Announcing MLRC 2023

Every year since 2018, we have conducted the Machine Learning Reproducibility Challenge (see previous years v1, v2, v3, v4, v5, v6), which invites the ML community to examine the reproducibility of existing, recently published papers in top conferences. As we gear up to announce the seventh iteration of the challenge, MLRC 2023, we would like to share our learnings from previous years and how we plan to incorporate these lessons into the upcoming challenge.

Retrospectives

Over the years, the ML Reproducibility Challenge has been largely aimed at students beginning their journey in ML research as part of their ML coursework. This provided an accessible entry point to ML research, allowing early career researchers to participate and learn a full paper publication lifecycle - from designing the research question to investigating the limits of a scientific hypothesis to final publication acceptance. One of the success stories of this approach was from the University of Amsterdam, which designed a course around the challenge (FACT AI), and consistently produced high quality reproducibility reports in the final proceedings of the challenge. While the challenge is a valuable resource to ML course instructors and early career ML researchers, we are eager for the challenge to grow in scope and impact. More specifically, we want to encourage ML researchers to contribute novel research that will improve scientific practice and understanding in the field. We thus identified several shortcomings of the current model following our retrospection of the submitted and accepted papers in the challenge.

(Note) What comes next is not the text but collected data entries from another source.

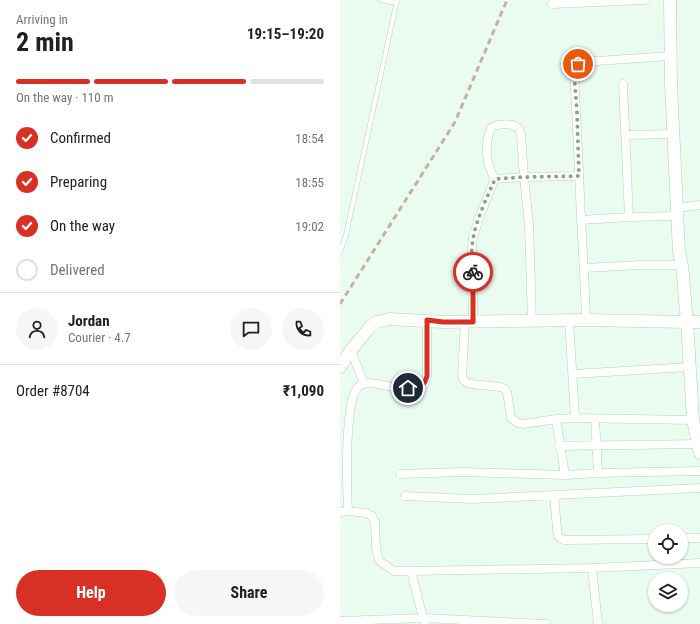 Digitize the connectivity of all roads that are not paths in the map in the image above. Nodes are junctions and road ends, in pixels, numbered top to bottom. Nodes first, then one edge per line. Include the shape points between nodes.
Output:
1 (381, 0) edge
2 (646, 0) edge
3 (670, 0) edge
4 (397, 2) edge
5 (552, 4) dead end
6 (671, 56) junction
7 (623, 84) dead end
8 (674, 134) junction
9 (625, 135) junction
10 (579, 176) junction
11 (524, 177) junction
12 (495, 179) junction
13 (700, 204) edge
14 (678, 212) junction
15 (629, 217) junction
16 (581, 220) junction
17 (340, 252) edge
18 (682, 265) junction
19 (585, 268) junction
20 (427, 320) junction
21 (569, 320) junction
22 (586, 320) junction
23 (532, 321) junction
24 (469, 322) junction
25 (687, 322) junction
26 (700, 322) edge
27 (351, 350) junction
28 (340, 367) edge
29 (689, 367) junction
30 (573, 374) junction
31 (364, 384) junction
32 (575, 418) junction
33 (556, 419) junction
34 (595, 419) junction
35 (693, 420) junction
36 (596, 445) junction
37 (559, 446) junction
38 (699, 448) edge
39 (700, 471) edge
40 (598, 473) junction
41 (400, 474) dead end
42 (565, 475) junction
43 (700, 488) edge
44 (554, 495) junction
45 (405, 496) dead end
46 (344, 512) edge
47 (688, 538) edge
48 (700, 538) edge
49 (648, 539) edge
50 (700, 563) edge
51 (592, 568) junction
52 (411, 571) junction
53 (424, 621) edge
54 (340, 622) edge
55 (546, 624) edge
56 (598, 624) edge

1 - 4 lane
2 - 5 street
3 - 6 street
4 - 17 lane via 346,236
6 - 8 street
6 - 10 street via 578,64 574,74
7 - 9 street
8 - 9 street
8 - 14 street
9 - 15 street
10 - 11 street
10 - 16 street
11 - 12 street
11 - 12 street via 519,128 496,125 489,132 487,154 488,164
11 - 23 street via 529,225
12 - 24 street via 473,237
13 - 14 street
14 - 15 street
14 - 18 street
15 - 16 street
16 - 19 street
18 - 19 street
18 - 25 street
19 - 22 street
20 - 24 street
20 - 27 street via 389,319 378,322 370,327
20 - 31 street via 427,376 424,385 419,388 396,388
21 - 22 street
21 - 23 street
21 - 30 street
22 - 25 street
23 - 24 street
24 - 33 street via 462,376 464,381 505,389 511,418 518,423
25 - 26 street
25 - 29 street
27 - 28 street
27 - 31 street
29 - 30 street
29 - 35 street
30 - 32 street
31 - 46 street via 359,386 353,396
32 - 33 street
32 - 34 street
33 - 37 street
34 - 35 street
34 - 36 street
35 - 38 street
36 - 37 street
36 - 38 street
36 - 40 street
37 - 42 street
39 - 40 street
40 - 42 street
41 - 42 street via 462,472
43 - 44 street
44 - 45 street via 473,499
44 - 49 street via 556,529 558,536 564,540
46 - 52 street via 366,513 372,516 375,522 379,560 394,571
47 - 48 street
50 - 51 street
51 - 52 street
51 - 56 street
52 - 53 street
53 - 54 street
53 - 55 street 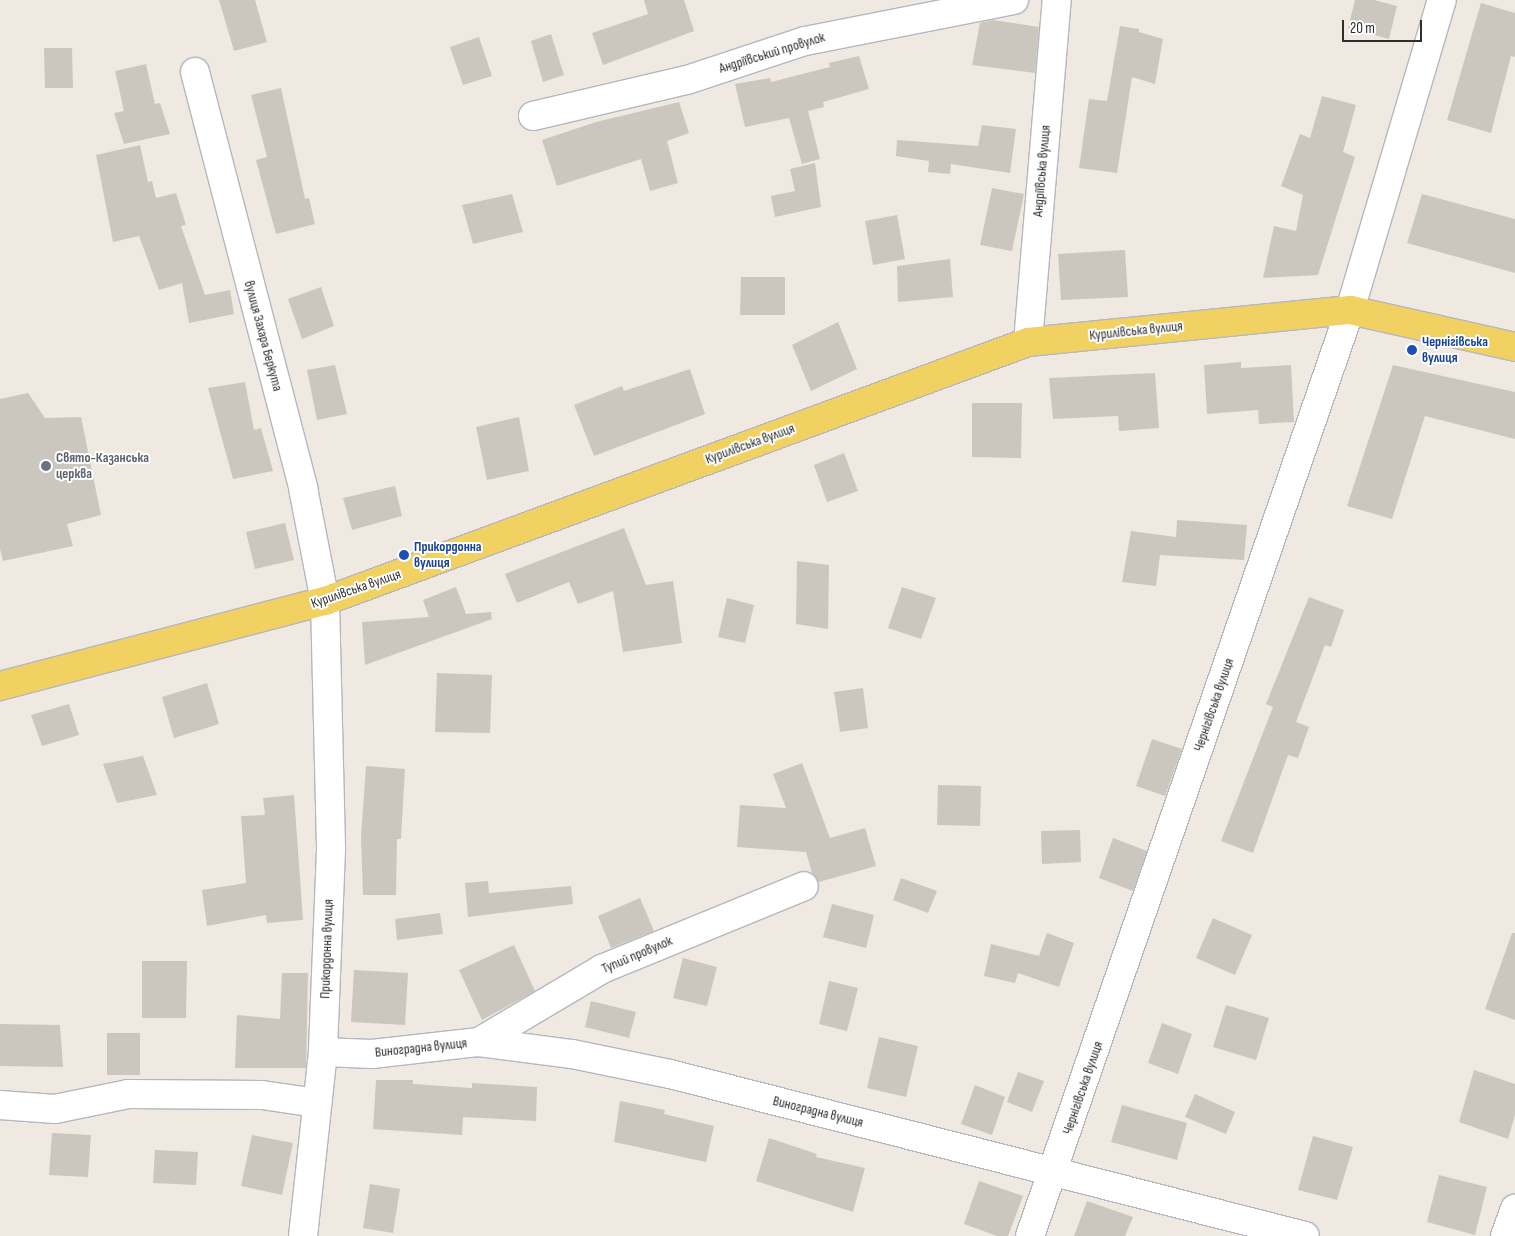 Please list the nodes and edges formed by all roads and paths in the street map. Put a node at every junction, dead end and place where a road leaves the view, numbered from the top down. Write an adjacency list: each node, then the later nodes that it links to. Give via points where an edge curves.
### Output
1 (1014, 0): 5 (street, Андріївський провулок, via 804,41 687,80)
2 (1057, 0): 7 (street, Андріївська вулиця)
3 (1442, 0): 6 (street, Чернігівська вулиця)
4 (195, 72): 9 (street, вулиця Захара Беркута, via 303,488)
5 (533, 116)
6 (1350, 310): 7 (main road, Курилівська вулиця); 8 (main road, Курилівська вулиця); 16 (street, Чернігівська вулиця)
7 (1028, 342): 9 (main road, Курилівська вулиця)
8 (1515, 347)
9 (325, 601): 10 (main road, Курилівська вулиця); 13 (street, Прикордонна вулиця, via 331,850)
10 (0, 686)
11 (804, 886): 12 (street, Тупий провулок, via 602,968)
12 (479, 1042): 13 (street, Виноградна вулиця, via 372,1054); 16 (street, Виноградна вулиця, via 572,1054 670,1074)
13 (323, 1052): 14 (street, Прикордонна вулиця)
14 (318, 1103): 15 (street, via 262,1095 128,1094 55,1109); 18 (street, Прикордонна вулиця)
15 (0, 1105)
16 (1054, 1173): 19 (street, Чернігівська вулиця); 20 (street, Виноградна вулиця)
17 (1515, 1209): 21 (street)
18 (303, 1236)
19 (1030, 1236)
20 (1305, 1236)
21 (1505, 1236) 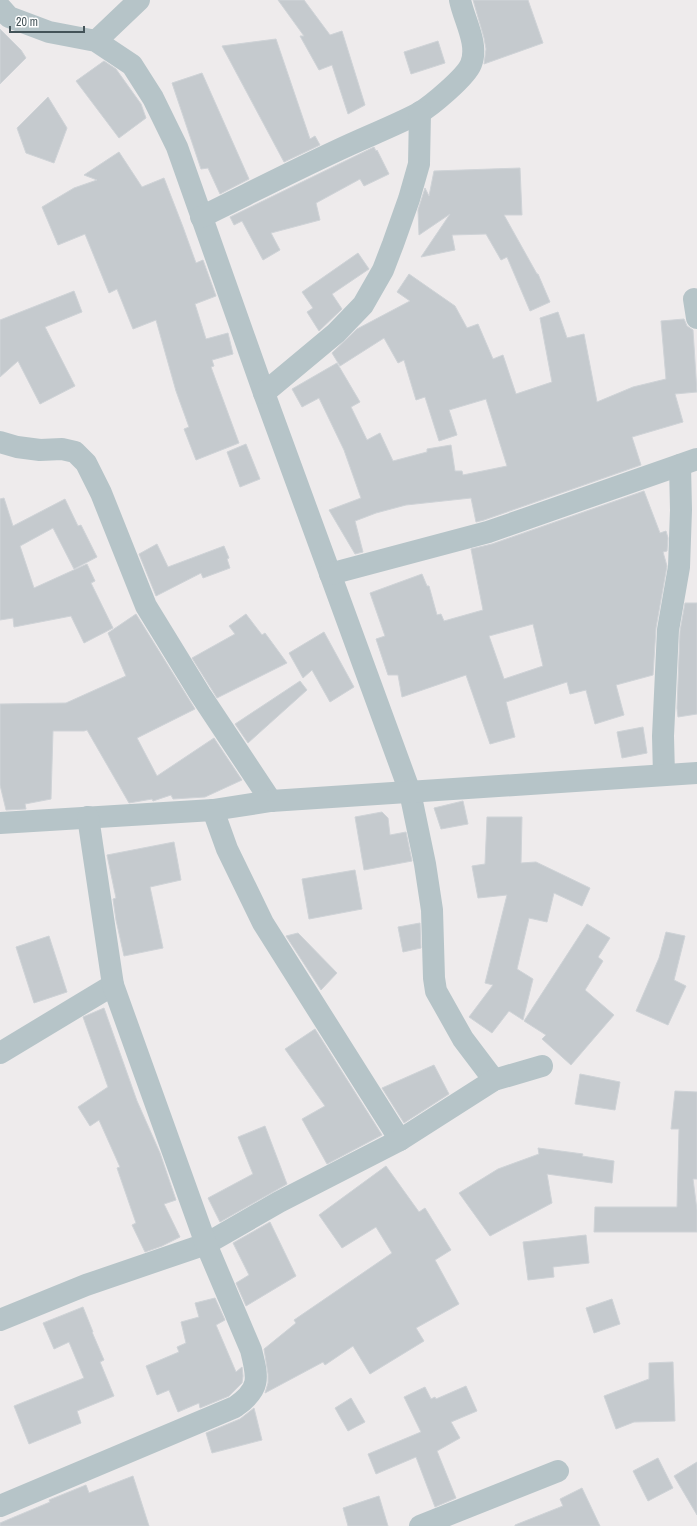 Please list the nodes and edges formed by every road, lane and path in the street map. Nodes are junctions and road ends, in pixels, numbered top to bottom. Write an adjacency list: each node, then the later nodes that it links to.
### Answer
1 (139, 0): 4 (street)
2 (460, 0): 5 (street)
3 (0, 7): 4 (street)
4 (96, 40): 6 (street)
5 (420, 112): 6 (street); 7 (street)
6 (200, 217): 7 (street)
7 (264, 393): 10 (street)
8 (0, 442): 14 (street)
9 (688, 462): 10 (street); 12 (street)
10 (330, 574): 13 (street)
11 (697, 773): 12 (street)
12 (664, 775): 13 (street)
13 (410, 792): 14 (street); 21 (street)
14 (270, 801): 15 (street)
15 (213, 810): 16 (street); 22 (street)
16 (88, 817): 17 (street); 18 (street)
17 (0, 823)
18 (113, 985): 19 (street); 23 (street)
19 (0, 1053)
20 (542, 1066): 21 (street)
21 (494, 1080): 22 (street)
22 (400, 1140): 23 (street)
23 (206, 1244): 24 (street); 26 (street)
24 (0, 1320)
25 (558, 1471): 27 (street)
26 (0, 1506)
27 (420, 1526) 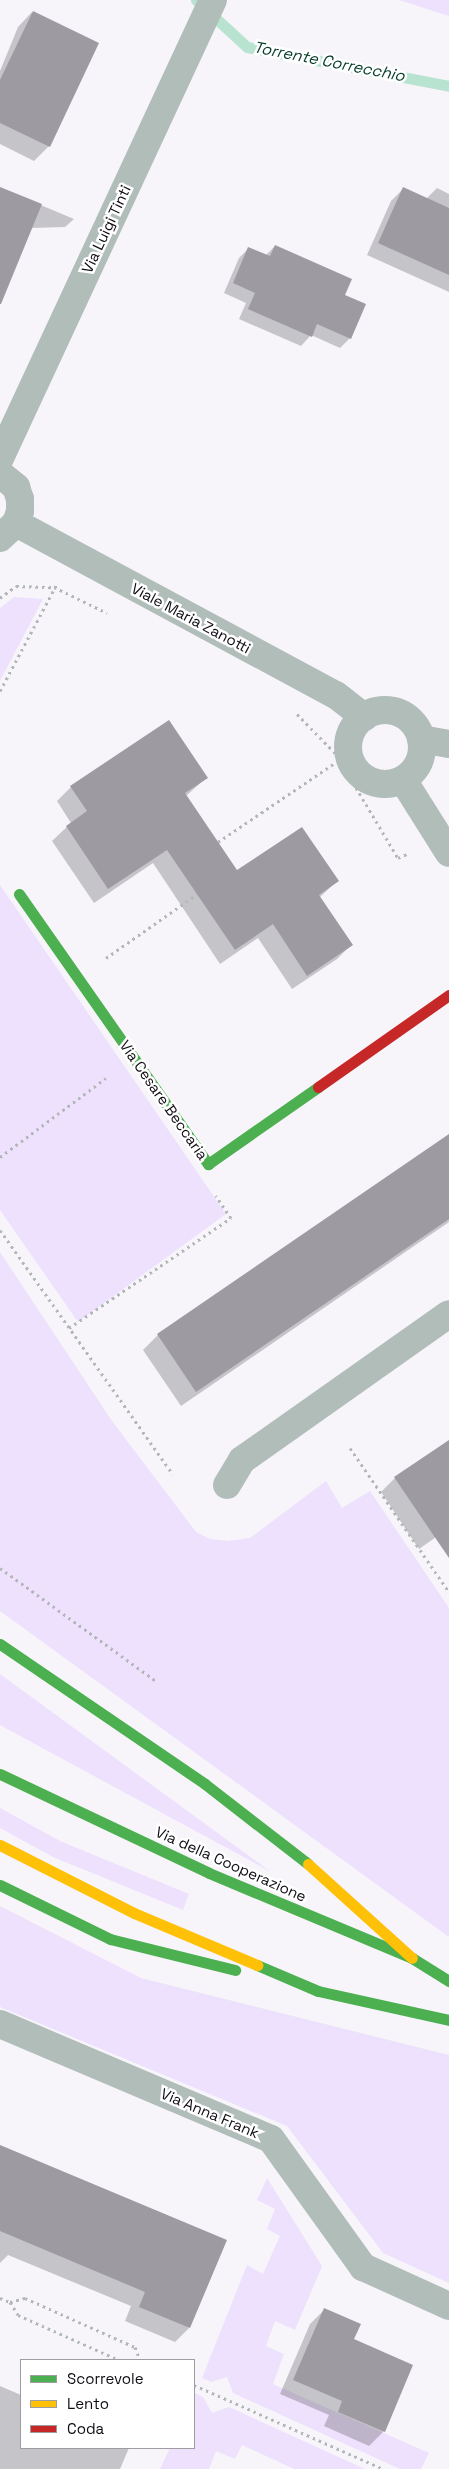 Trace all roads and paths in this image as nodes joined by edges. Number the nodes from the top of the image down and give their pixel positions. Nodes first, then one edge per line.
1 (213, 0) edge
2 (0, 458) edge
3 (0, 474) edge
4 (8, 531) edge
5 (54, 587) junction
6 (0, 598) edge
7 (112, 615) dead end
8 (0, 691) edge
9 (292, 710) dead end
10 (364, 717) junction
11 (421, 739) junction
12 (449, 744) edge
13 (339, 760) junction
14 (403, 780) junction
15 (218, 842) dead end
16 (444, 846) edge
17 (19, 894) dead end
18 (197, 894) dead end
19 (78, 978) junction
20 (449, 995) edge
21 (133, 1058) junction
22 (0, 1157) edge
23 (230, 1218) dead end
24 (0, 1230) edge
25 (449, 1314) edge
26 (69, 1328) junction
27 (350, 1448) dead end
28 (173, 1474) dead end
29 (227, 1485) dead end
30 (0, 1568) edge
31 (449, 1592) edge
32 (0, 1644) edge
33 (156, 1681) dead end
34 (0, 1774) edge
35 (0, 1845) edge
36 (0, 1886) edge
37 (412, 1958) junction
38 (449, 1981) edge
39 (318, 1991) junction
40 (449, 2020) edge
41 (0, 2024) edge
42 (0, 2298) edge
43 (10, 2302) junction
44 (449, 2306) edge
45 (117, 2359) edge
46 (140, 2359) edge
47 (195, 2386) edge
48 (384, 2469) edge

1 - 2 street, Via Luigi Tinti
3 - 4 street, Viale Maria Zanotti
4 - 10 street, Viale Maria Zanotti
5 - 6 path
5 - 7 path
5 - 8 path
9 - 13 path
10 - 11 street
10 - 14 street
11 - 12 street
11 - 14 street
13 - 15 path
13 - 16 path
14 - 16 street
17 - 19 main road, Via Cesare Beccaria
18 - 19 path
19 - 21 main road, Via Cesare Beccaria
20 - 21 main road, Via Cesare Beccaria
21 - 22 path
23 - 26 path
24 - 26 path
25 - 29 street
26 - 28 path
27 - 31 path
30 - 33 path
32 - 37 main road
34 - 37 main road, Via della Cooperazione
35 - 39 main road
36 - 39 main road
37 - 38 main road, Via della Cooperazione
39 - 40 main road
41 - 44 street, Via Anna Frank
42 - 43 path
43 - 45 path
43 - 46 path
47 - 48 path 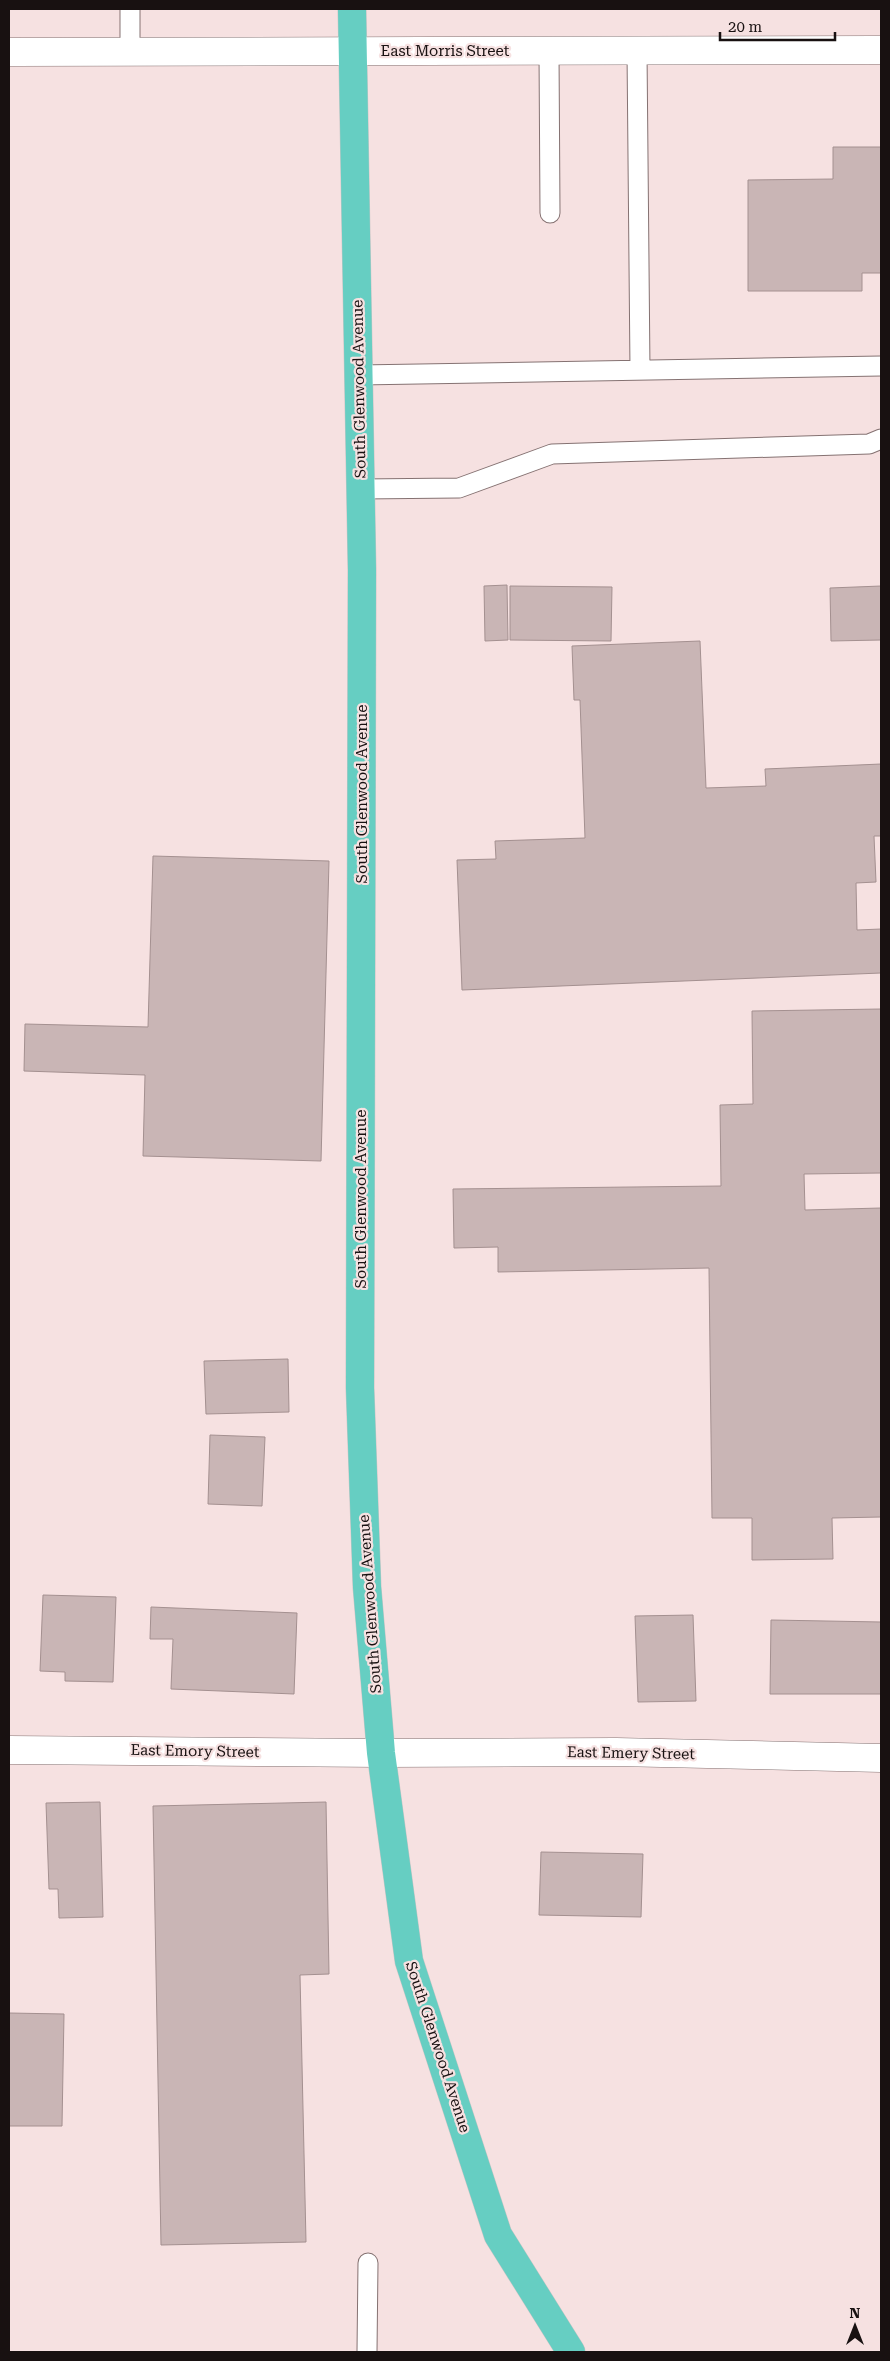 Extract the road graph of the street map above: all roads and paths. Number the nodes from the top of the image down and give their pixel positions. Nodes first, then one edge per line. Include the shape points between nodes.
1 (130, 9) edge
2 (352, 9) edge
3 (881, 50) edge
4 (549, 51) junction
5 (637, 51) junction
6 (9, 52) edge
7 (352, 52) junction
8 (130, 53) junction
9 (550, 213) dead end
10 (881, 366) edge
11 (640, 370) junction
12 (359, 375) junction
13 (881, 438) edge
14 (361, 490) junction
15 (9, 1750) edge
16 (381, 1753) junction
17 (881, 1758) edge
18 (368, 2263) dead end
19 (367, 2352) edge
20 (571, 2352) edge

1 - 8 lane
2 - 7 main road, South Glenwood Avenue
3 - 5 main road, East Morris Street
4 - 5 main road, East Morris Street
4 - 7 main road, East Morris Street
4 - 9 lane
5 - 11 lane
6 - 8 main road, East Morris Street
7 - 8 main road, East Morris Street
7 - 12 main road, South Glenwood Avenue
10 - 11 lane
11 - 12 lane
12 - 14 main road, South Glenwood Avenue
13 - 14 lane via 869,444 552,454 459,488
14 - 16 main road, South Glenwood Avenue via 360,1388 367,1587
15 - 16 main road, East Emory Street
16 - 17 main road, East Emery Street via 616,1752
16 - 20 main road, South Glenwood Avenue via 412,1971 498,2235
18 - 19 lane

While the challenge is a valuable resource to ML course instructors and early career ML researchers, we are eager for the challenge to grow in scope and impact. More specifically, we want to encourage ML researchers to contribute novel research that will improve scientific practice and understanding in the field. We thus identified several shortcomings of the current model following our retrospection of the submitted and accepted papers in the challenge.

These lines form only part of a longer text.